Mousasi returned to Saitama on Sept. 27, 2015 for UFC Fight Night 75. His opponent, Uriah Hall, was not a gimme, but he had the kind of fangs that wouldn’t necessarily faze an unsmiling emoticon like Mousasi, who’d seen everyone from Melvin Manhoef (in his prime) to Mark Hunt standing in front of him. The "Dreamcatcher" was a 5-to-1 favorite to beat Hall. And in the first round, that’s what he did. He nonchalantly outclassed Hall for five minutes, in the effortless-seeming way that Mousasi does. It was so one-sided many thought it could have been called a 10-8. The Japanese were golf clapping, but it was a laugher.
Then six seconds into the second round Hall planted his right foot on the "A" in Fight Pass, and with crooked knee spun a back kick into Mousasi face, just as Mousasi was changing levels. Mousasi went careening backwards, and Hall casually blasted him with a flying knee right in the breadbasket. Moments later, Hall had scored what has to be considered an upset of the year contender. Mousasi, who won 5:05 of a fight that went 5:25, caught a dream. He didn’t know the Netherlands from Neverland. He never saw it coming.
Neither did anybody else, though we all knew it was there. As RJ Clifford wrote in four words on Twitter, presumably about Hall, it felt sort of like boom…"blue chip to contender."
At last.
Hall, the boogeyman of The Ultimate Fighter 17, has finally arrived.

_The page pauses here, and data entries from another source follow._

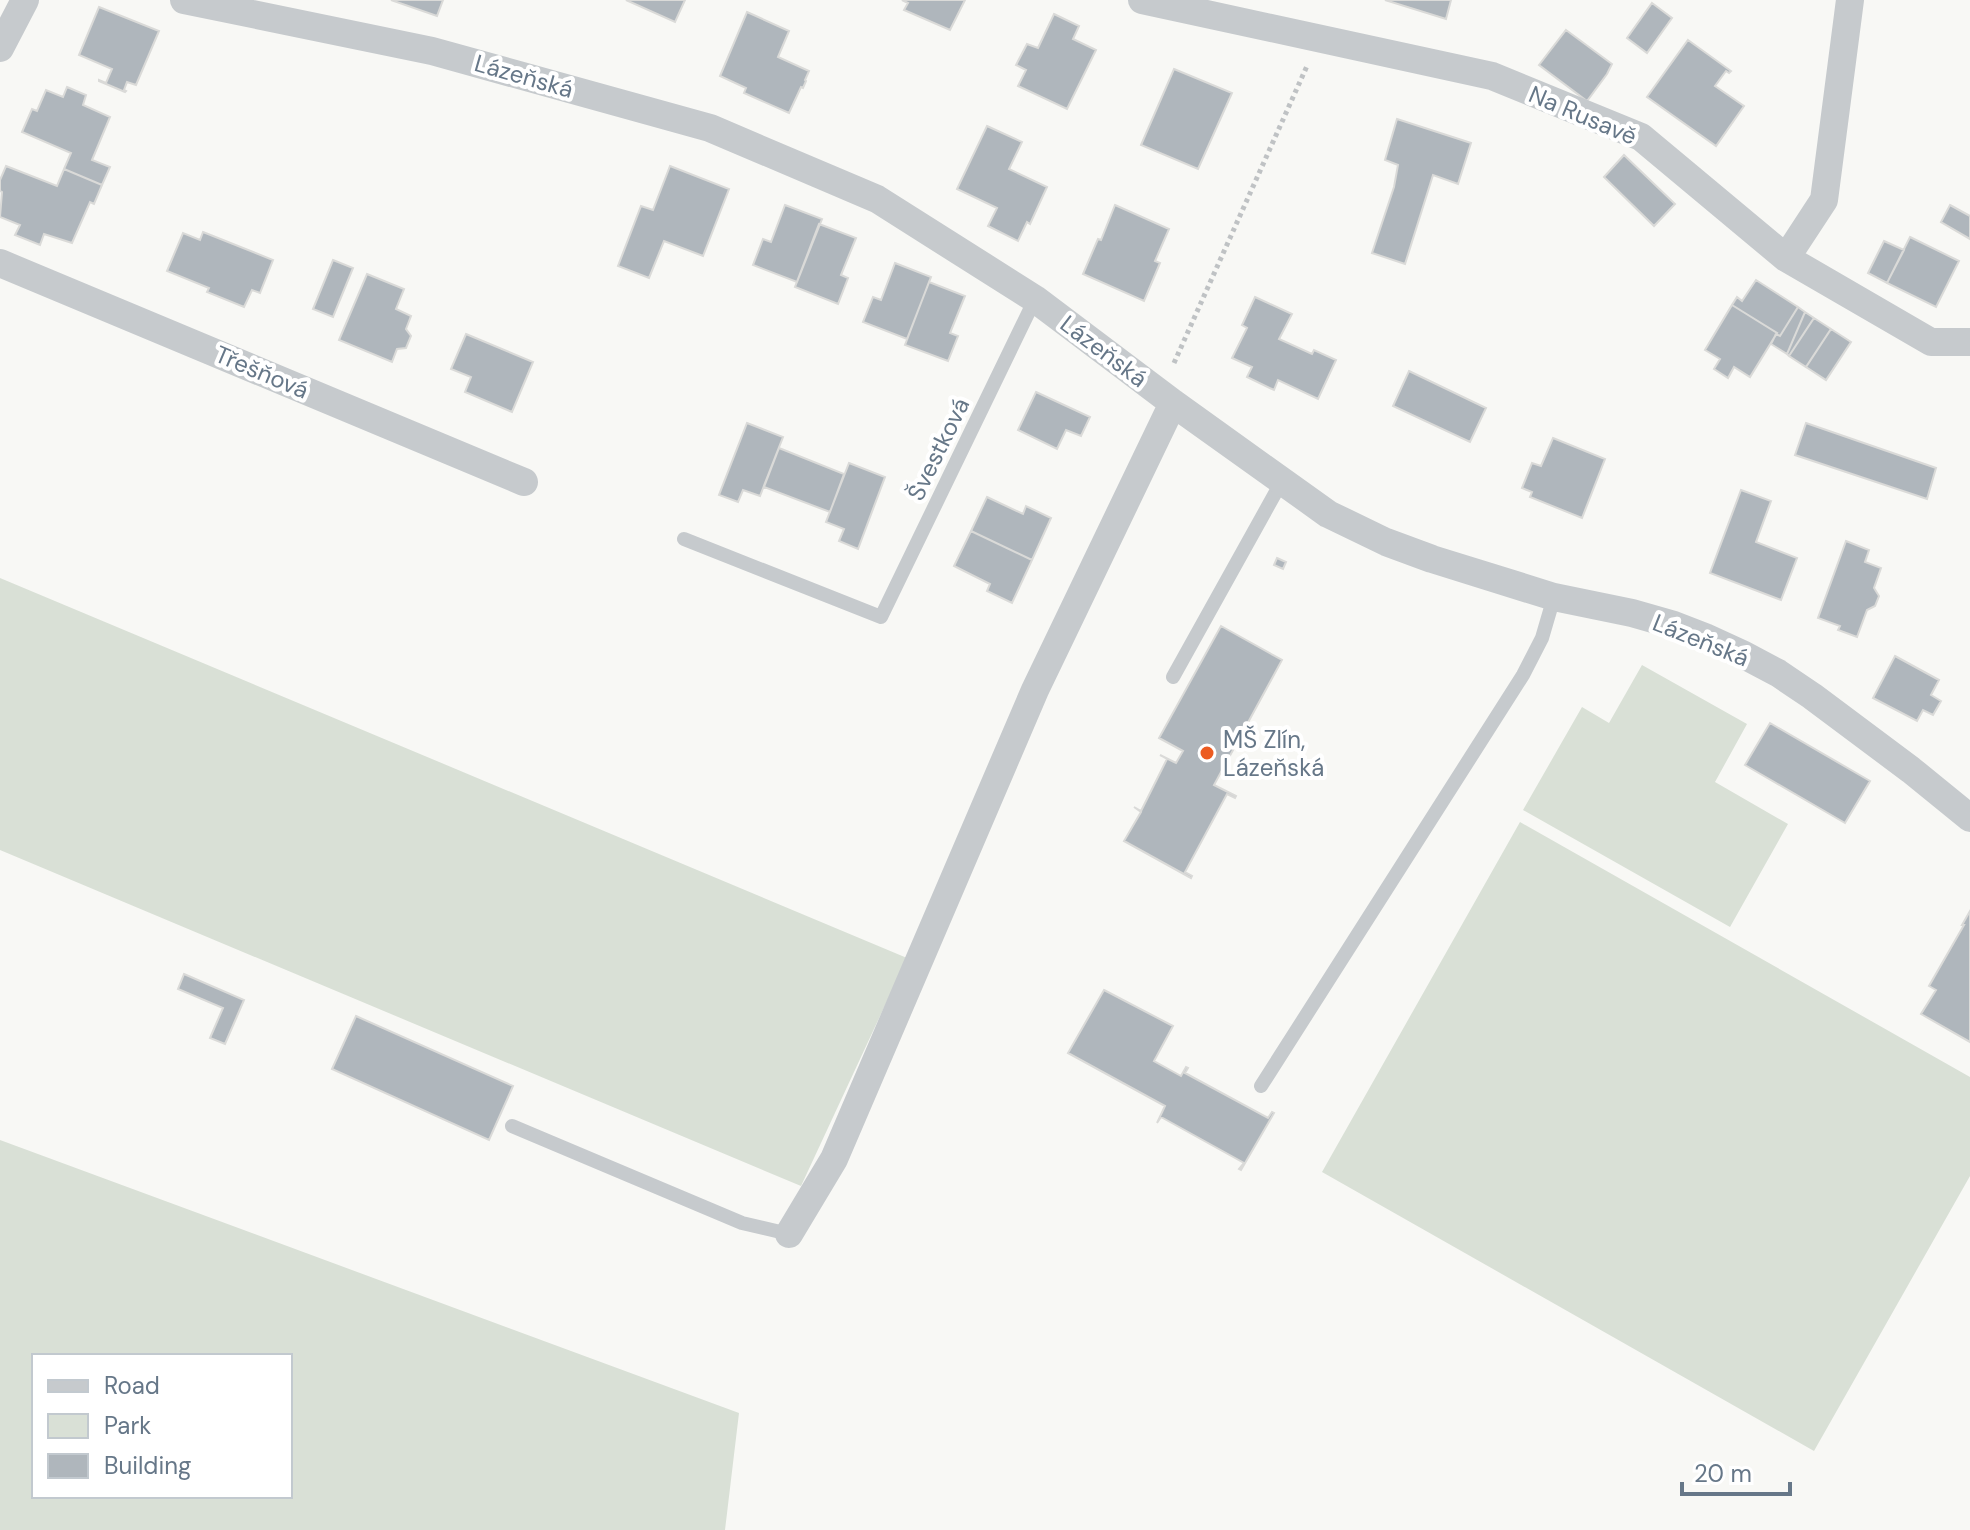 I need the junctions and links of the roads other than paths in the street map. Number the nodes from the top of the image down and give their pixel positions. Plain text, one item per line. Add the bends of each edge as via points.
1 (25, 0) edge
2 (184, 0) edge
3 (1142, 0) edge
4 (1850, 0) edge
5 (0, 48) edge
6 (1786, 258) junction
7 (0, 263) edge
8 (1035, 299) junction
9 (1970, 342) edge
10 (1167, 398) junction
11 (1282, 481) junction
12 (524, 482) dead end
13 (684, 539) dead end
14 (1554, 597) junction
15 (1173, 677) dead end
16 (1970, 818) edge
17 (1261, 1086) dead end
18 (512, 1126) dead end
19 (789, 1234) joint

1 - 5 street
2 - 8 street, Lázeňská via 432,51 710,128 877,199
3 - 6 street, Na Rusavě via 1492,76 1641,137
4 - 6 street via 1824,200
6 - 9 street, Na Rusavě via 1931,342
7 - 12 street, Třešňová
8 - 10 street, Lázeňská
8 - 13 lane, Švestková via 881,617
10 - 11 street, Lázeňská
10 - 19 street via 834,1159
11 - 14 street, Lázeňská via 1328,514 1386,542
11 - 15 lane
14 - 16 street, Lázeňská via 1674,625 1778,673
14 - 17 lane via 1523,675
18 - 19 lane via 742,1223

It took two-and-a-half years and something extraordinary to make that the case. This wasn’t Nodar Kuduxashivilli, it was Gegard freaking Mousasi, who never saw a monster that didn’t amuse him. Hall passed his greatest test to date. He purloined all the mojo in Japan, and rolled it neatly into his carry-on.
What a strange ride it’s been for New Yorker Hall, who is now 31 years old. His expectations were so high it was nearly impossible to meet them.

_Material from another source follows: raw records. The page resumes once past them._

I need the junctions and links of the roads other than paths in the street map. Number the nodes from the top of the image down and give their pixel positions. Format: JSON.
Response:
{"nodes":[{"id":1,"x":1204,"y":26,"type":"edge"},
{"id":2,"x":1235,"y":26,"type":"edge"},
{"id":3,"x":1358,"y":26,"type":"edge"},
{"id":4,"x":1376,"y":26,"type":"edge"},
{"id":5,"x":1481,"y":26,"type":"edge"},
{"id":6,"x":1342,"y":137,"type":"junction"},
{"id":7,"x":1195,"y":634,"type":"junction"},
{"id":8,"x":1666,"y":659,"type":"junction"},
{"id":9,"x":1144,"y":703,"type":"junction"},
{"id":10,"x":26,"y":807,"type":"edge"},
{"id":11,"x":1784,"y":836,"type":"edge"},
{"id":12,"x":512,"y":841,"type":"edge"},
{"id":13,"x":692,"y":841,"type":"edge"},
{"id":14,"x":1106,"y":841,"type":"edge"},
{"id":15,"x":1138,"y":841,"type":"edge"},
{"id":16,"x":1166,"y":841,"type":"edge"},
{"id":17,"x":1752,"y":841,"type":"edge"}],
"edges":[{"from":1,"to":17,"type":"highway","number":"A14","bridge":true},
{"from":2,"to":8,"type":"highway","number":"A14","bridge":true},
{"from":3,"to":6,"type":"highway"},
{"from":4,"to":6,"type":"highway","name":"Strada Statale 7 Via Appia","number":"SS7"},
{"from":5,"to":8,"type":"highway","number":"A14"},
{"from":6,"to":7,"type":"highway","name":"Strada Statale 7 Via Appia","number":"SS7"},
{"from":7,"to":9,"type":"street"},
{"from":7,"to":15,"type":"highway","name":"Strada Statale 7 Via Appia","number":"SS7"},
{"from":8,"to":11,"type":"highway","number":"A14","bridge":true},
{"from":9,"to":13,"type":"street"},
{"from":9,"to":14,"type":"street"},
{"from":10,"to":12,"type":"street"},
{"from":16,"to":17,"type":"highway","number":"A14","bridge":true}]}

You might remember that season of TUF because of the ambulances they teased in the previews. Those were for Adam Cella, whom Hall tee’d off on with a spinning hook kick just 10 seconds into the action. It was a cinematic knockout, the kind that just don’t happen in real life, and it left some people a little squeamish afterwards. Notably Hall himself. Exacting that kind of violence on a fellow human being became a conflict of interest for an otherwise gentle fellow. UFC president Dana White may have been in raptures, but Hall experienced remorse.
It didn’t stop him from literally breaking Bubba McDaniel’s face in the next fight, though, or from defeating Dylan Andrews to reach the finale. But it did stop him — or at least make him hesitate — when he fought Kelvin Gastelum in his first official UFC fight. What a thud that thing was. He lost. And it cost him mightily in his next fight against John Howard, when he dropped a cousinly split decision in Boston that had everyone — including White, who hyped him like a big-budget horror film — wondering if he had the stomach to do his job.
Yes Hall retired Chris Leben in a poetic TUF generations bout, but it was a pretty pedestrian decision he won against Thiago Santos, and defeating the church singer Ron Stallings — who stood in against Hall for the injured Costa Philippou on short notice — feels like it shouldn’t count. Nor did he look like a world-beater in yet another split-decision loss against Rafael Natal his next time out.
It seemed Hall was simply never going to recapture those brief moments in 2013 when he unofficially sent dudes to the hospital in a reality television setting.
Until Japan.
The Hall that landed that beautifully-timed, impossibly executed spinning back kick is the one that everyone knew existed, but nobody knew whether or not we’d ever see again. That kick delivered him from the dead middle to the top ten. It landed him back to where he was before he had officially gotten anywhere, and now it’s left to see where it goes.
How quickly these things happen. How slowly.